Respondent Monfort of Colorado, Inc., the country's fifth largest beef packer, brought an action under § 16 of the Clayton Act, 15 U.S.C.S. § 26, to enjoin a prospective merger between petitioner, Excel Corporation, the country's second largest beef packer, and the third largest packer in the market. The district court enjoined the merger, holding that respondent's allegation of a "price cost squeeze" that would severely narrow its profit margin constituted an allegation of antitrust injury, and that the merger violated § 7 of the Clayton Act, 15 U.S.C.S. § 18. Petitioner appealed, and the court of appeals affirmed the judgment in all respects. Petitioner sought review.
Did the respondent’s allegation of a “price cost squeeze” constitute an allegation of antitrust injury under the Clayton Act, thereby warranting the grant of injunctive relief in its favor?
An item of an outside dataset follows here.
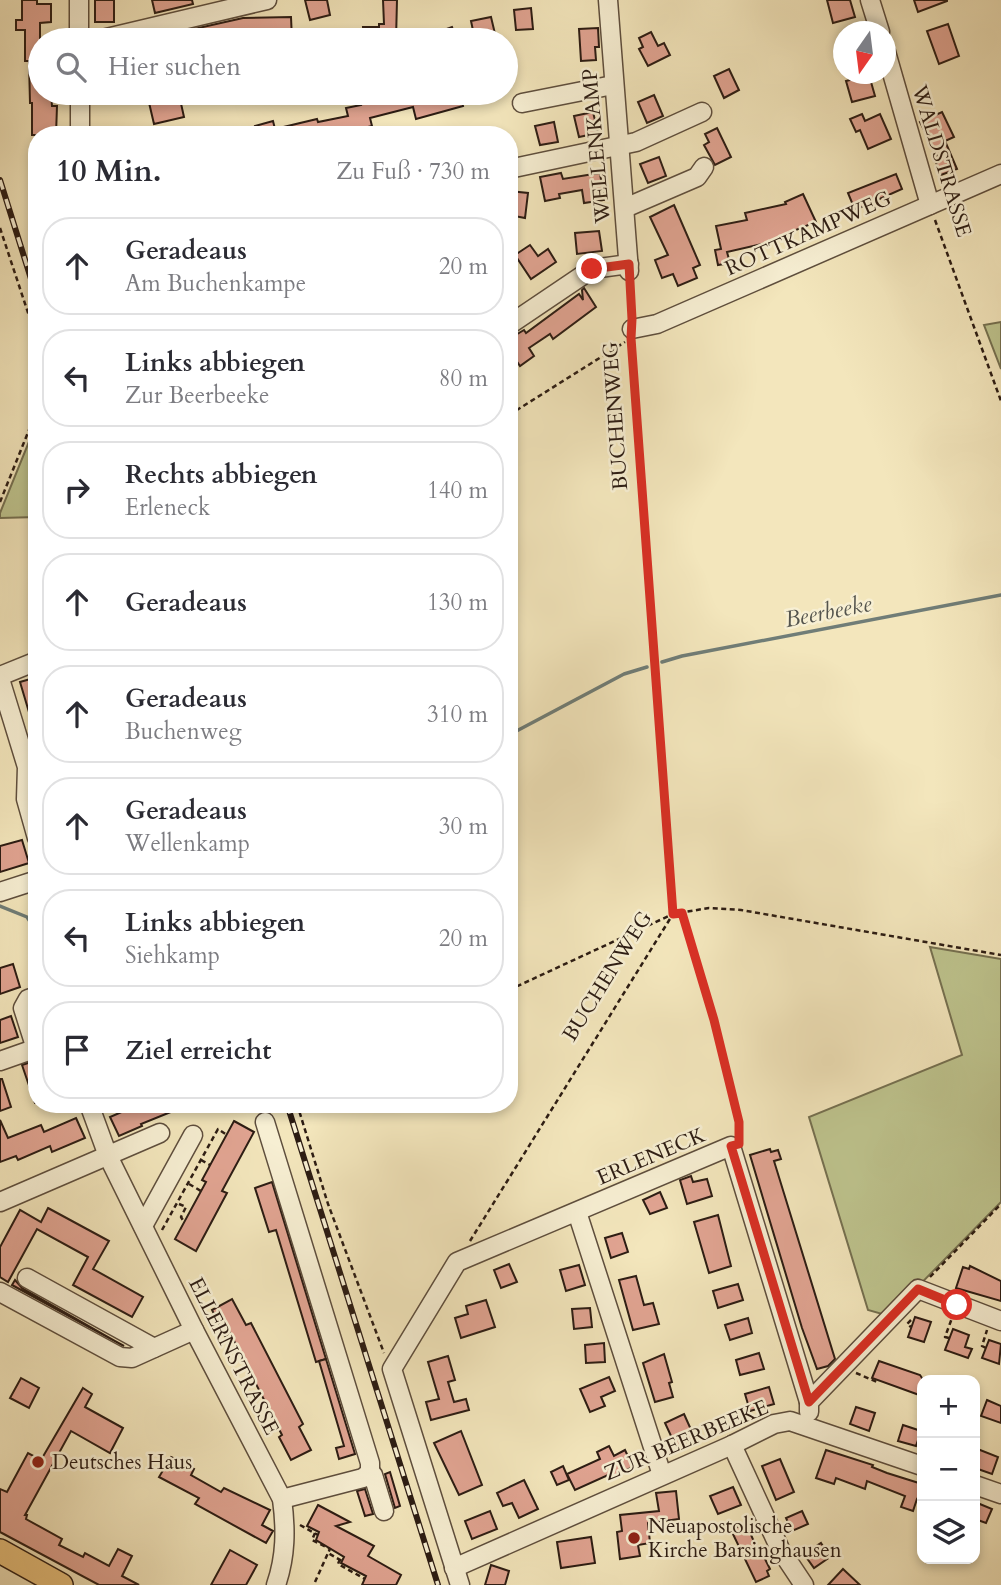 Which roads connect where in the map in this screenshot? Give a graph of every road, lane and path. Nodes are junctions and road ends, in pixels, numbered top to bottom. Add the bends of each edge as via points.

The Court found that in order to seek injunctive relief under § 16, respondent had to show a threat of antirust injury. The Court found that respondent's loss of profits caused by petitioner's lowered prices after the merger did not constitute antitrust injury. The Court found that respondent neither raised nor proved any claim of predatory pricing before the district court and even if it had, the Court doubted that the facts as found by the district court would have supported it. Accordingly, the Court reversed and remanded.